Liputan6.com, Aceh - Jumat, 9 November lalu mengawali masuknya bulan Rabiul Awal dalam tarikh Islam. Bulan tersebut menjadi momentum perayaan maulid Nabi Muhammad SAW yang jatuh pada 12 Rabiul Awal.
Maulid berasal dari kata milad (arab), yang berarti hari lahir. Hampir seluruh umat Islam di Indonesia, bahkan dunia menghiasi bulan Rabiul Awal dengan ber-maulidan. Tiap-tiap wilayah, tentu saja punya kegiatan yang khas untuk meramaikan perayaan Maulid Nabi.

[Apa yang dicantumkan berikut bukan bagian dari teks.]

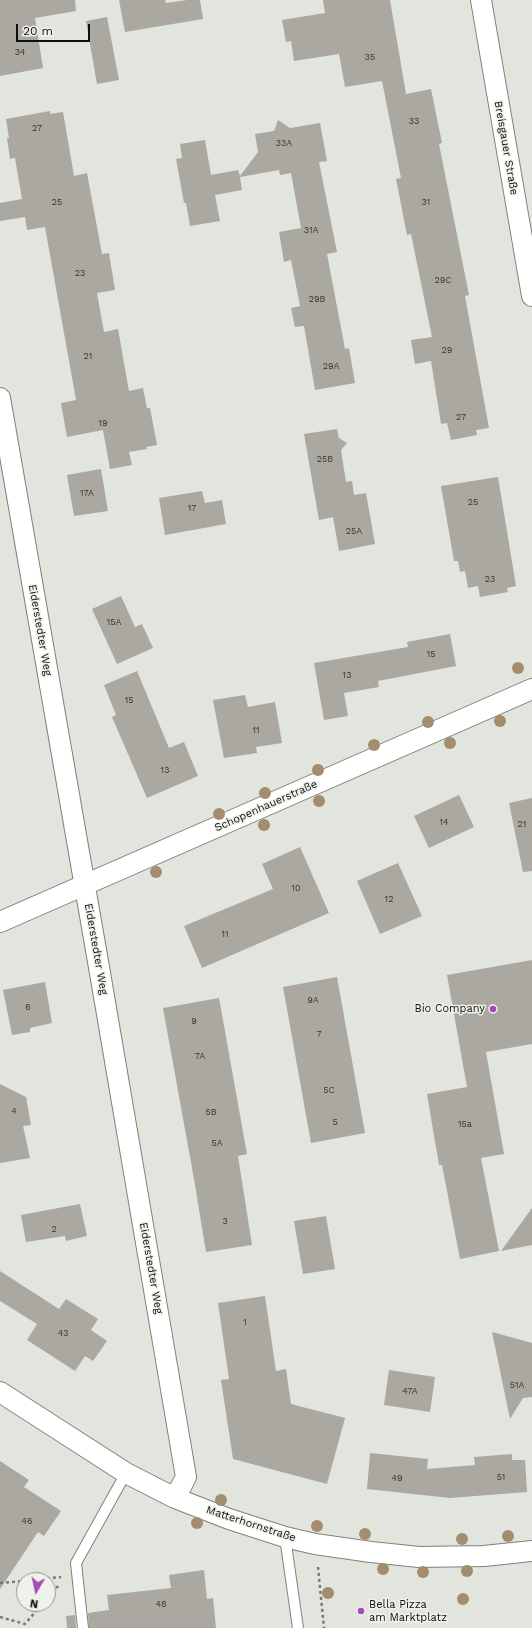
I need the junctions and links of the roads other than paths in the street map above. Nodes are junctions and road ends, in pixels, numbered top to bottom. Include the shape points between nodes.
1 (481, 0) edge
2 (532, 296) edge
3 (0, 398) edge
4 (532, 689) edge
5 (85, 885) junction
6 (0, 922) edge
7 (0, 1392) edge
8 (126, 1473) junction
9 (175, 1498) junction
10 (285, 1537) junction
11 (532, 1551) edge
12 (83, 1628) edge
13 (298, 1628) edge

1 - 2 street, Breisgauer Straße
3 - 5 street, Eiderstedter Weg
4 - 5 street, Schopenhauerstraße
5 - 6 street, Schopenhauerstraße
5 - 9 street, Eiderstedter Weg via 186,1477
7 - 8 street, Matterhornstraße
8 - 9 street, Matterhornstraße
8 - 12 lane via 76,1563
9 - 10 street, Matterhornstraße
10 - 11 street, Matterhornstraße via 315,1544 419,1557 484,1556
10 - 13 lane

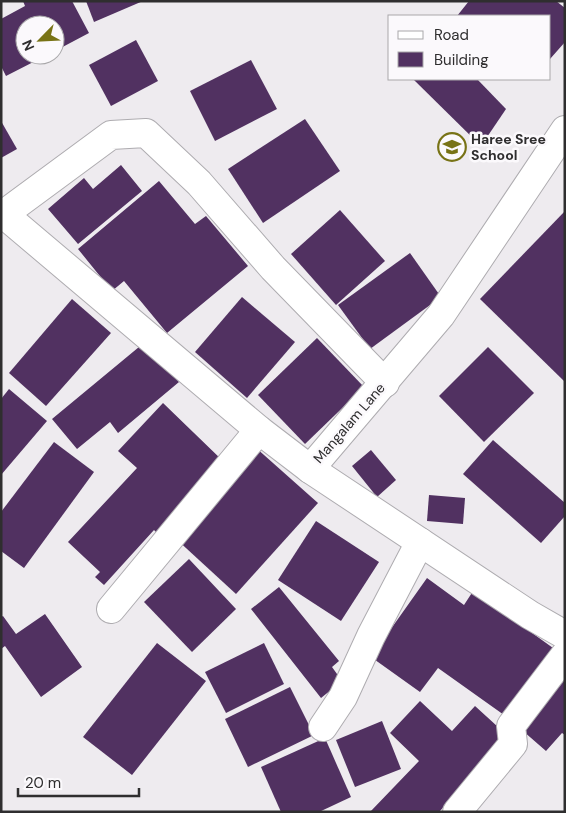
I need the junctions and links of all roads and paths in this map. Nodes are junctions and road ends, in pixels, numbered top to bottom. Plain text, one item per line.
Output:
1 (565, 130) edge
2 (2, 213) edge
3 (384, 382) junction
4 (259, 430) junction
5 (310, 469) junction
6 (420, 542) junction
7 (111, 609) dead end
8 (565, 635) edge
9 (565, 654) edge
10 (323, 727) dead end
11 (457, 812) edge

1 - 3 street, Mangalam Lane
2 - 3 street
2 - 4 street
3 - 5 street, Mangalam Lane
4 - 5 street
4 - 7 street
5 - 6 street, Mangalam Lane
6 - 8 street, Mangalam Lane
6 - 10 street
9 - 11 street

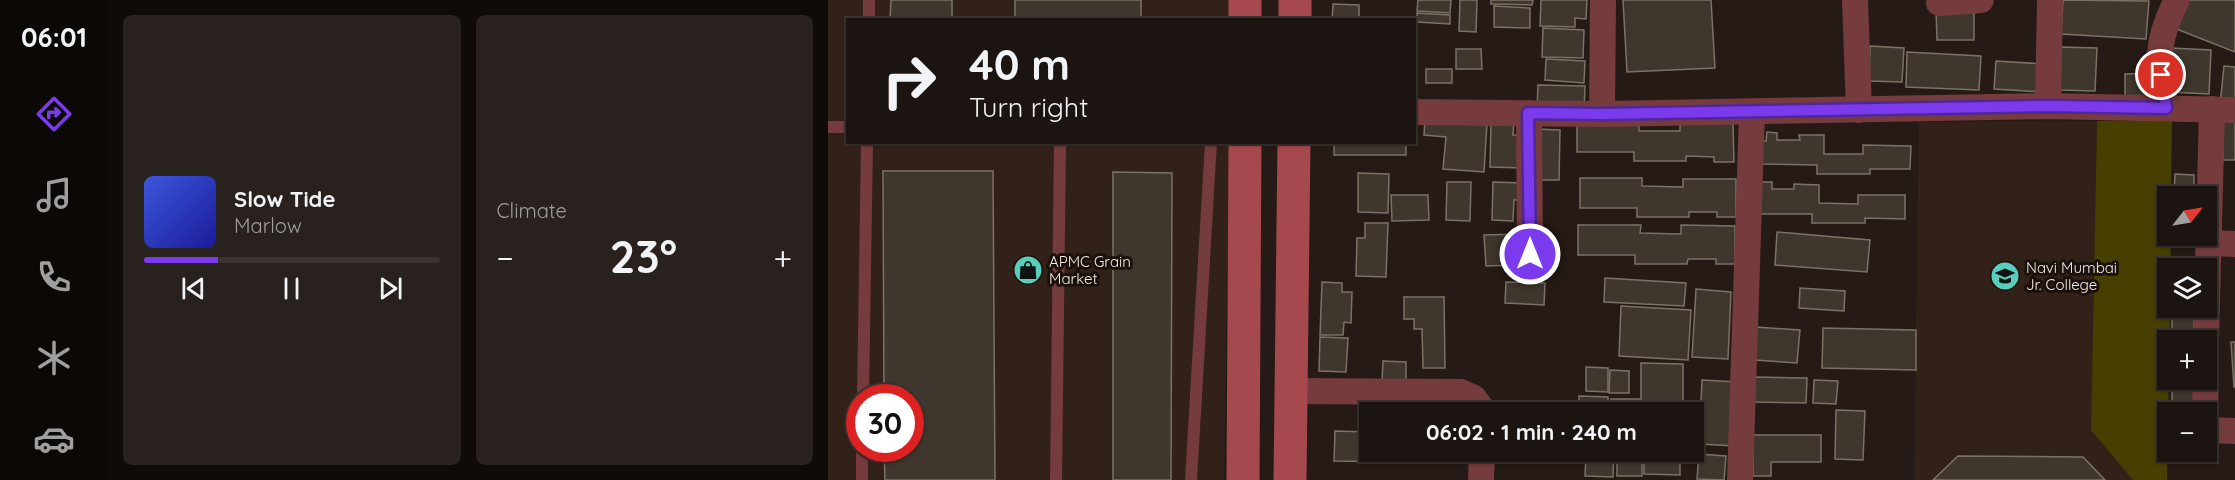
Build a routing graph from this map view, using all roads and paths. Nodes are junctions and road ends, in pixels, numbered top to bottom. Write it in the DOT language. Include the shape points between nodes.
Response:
graph roads {
  1 [pos="869,0"];
  2 [pos="1245,0"];
  3 [pos="1295,0"];
  4 [pos="1603,0"];
  5 [pos="1855,0"];
  6 [pos="1981,0"];
  7 [pos="2050,0"];
  8 [pos="2177,0"];
  9 [pos="1939,3"];
  10 [pos="868,18"];
  11 [pos="1245,18"];
  12 [pos="1295,18"];
  13 [pos="2048,106"];
  14 [pos="2166,108"];
  15 [pos="1859,110"];
  16 [pos="2223,110"];
  17 [pos="1752,111"];
  18 [pos="1416,112"];
  19 [pos="1528,113"];
  20 [pos="1602,114"];
  21 [pos="828,127"];
  22 [pos="846,127"];
  23 [pos="867,144"];
  24 [pos="1060,144"];
  25 [pos="1211,144"];
  26 [pos="1245,144"];
  27 [pos="1294,144"];
  28 [pos="2215,186"];
  29 [pos="2217,243"];
  30 [pos="2235,244"];
  31 [pos="2209,246"];
  32 [pos="1530,254"];
  33 [pos="2206,330"];
  34 [pos="863,384"];
  35 [pos="1291,391"];
  36 [pos="1477,402"];
  37 [pos="2217,430"];
  38 [pos="2235,431"];
  39 [pos="862,462"];
  40 [pos="1482,462"];
  41 [pos="862,480"];
  42 [pos="1056,480"];
  43 [pos="1191,480"];
  44 [pos="1243,480"];
  45 [pos="1290,480"];
  46 [pos="1481,480"];
  47 [pos="1740,480"];
  1 -- 10 [label="lane"];
  2 -- 11 [label="main road"];
  3 -- 12 [label="main road"];
  4 -- 20 [label="street"];
  5 -- 15 [label="street"];
  6 -- 9 [label="street"];
  7 -- 13 [label="street"];
  8 -- 14 [label="street" via="2165,23 2158,58"];
  13 -- 14 [label="street"];
  13 -- 15 [label="street"];
  14 -- 16 [label="street"];
  15 -- 17 [label="street"];
  16 -- 28 [label="street"];
  17 -- 20 [label="street"];
  17 -- 47 [label="street"];
  18 -- 19 [label="street"];
  19 -- 20 [label="street"];
  19 -- 32 [label="street"];
  21 -- 22 [label="lane"];
  23 -- 34 [label="lane"];
  24 -- 42 [label="lane"];
  25 -- 43 [label="lane"];
  26 -- 44 [label="main road"];
  27 -- 35 [label="main road"];
  29 -- 30 [label="street"];
  31 -- 33 [label="street"];
  35 -- 36 [label="street" via="1461,392"];
  35 -- 45 [label="main road"];
  37 -- 38 [label="street"];
  39 -- 41 [label="lane"];
  40 -- 46 [label="street"];
}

Perbedaan tersebut sesuai dengan kultur kelompok masyarakat setempat yang menjadi refleksi kebudayaan spiritual mereka. Karena itu, tidak bisa dipungkiri, pernak-pernik perayaan maulid juga menjadi representasi adat dan budaya dari kelompok masyarakat yang melaksanakannya.
Contohnya, di Daerah Istimewa Yogyakarta (DIY) dan Surakarta, perayaan maulid yang disebut Gerebeg Maulud. Gerebeg Maulud merupakan puncak dari rangkaian kegiatan Sekatenan (dari bahasa Arab, syahadatain, yang berarti dua kalimat syahadat).
Sekaten diselenggarakan selama 20 hari berturut-turut, dengan Gerebeg Maulud sebagai penutupnya. Pada saat Gerebeg Maulud, Sultan dan para prajuritnya akan berjalan dari keraton ke Masjid Gedhe Agung Yogyakarta diiringi arak-arakan Gunungan.
Setelah sampai di masjid, diadakan upacara persembahan dan doa-doa kehadirat Allah. Di akhir upacara, gunungan yang diarak tadi akan dibagikan pada rakyat dengan cara berebut atau ngalap berkah.
Beda halnya di Madura. Pesta perayaan Maulid Nabi (Muludhen) dilakukan sejak H-30 sebelum tanggal 12 Rabiul Awal. Setiap hari, warga akan mengadakan tausiah di rumah-rumah secara bergiliran.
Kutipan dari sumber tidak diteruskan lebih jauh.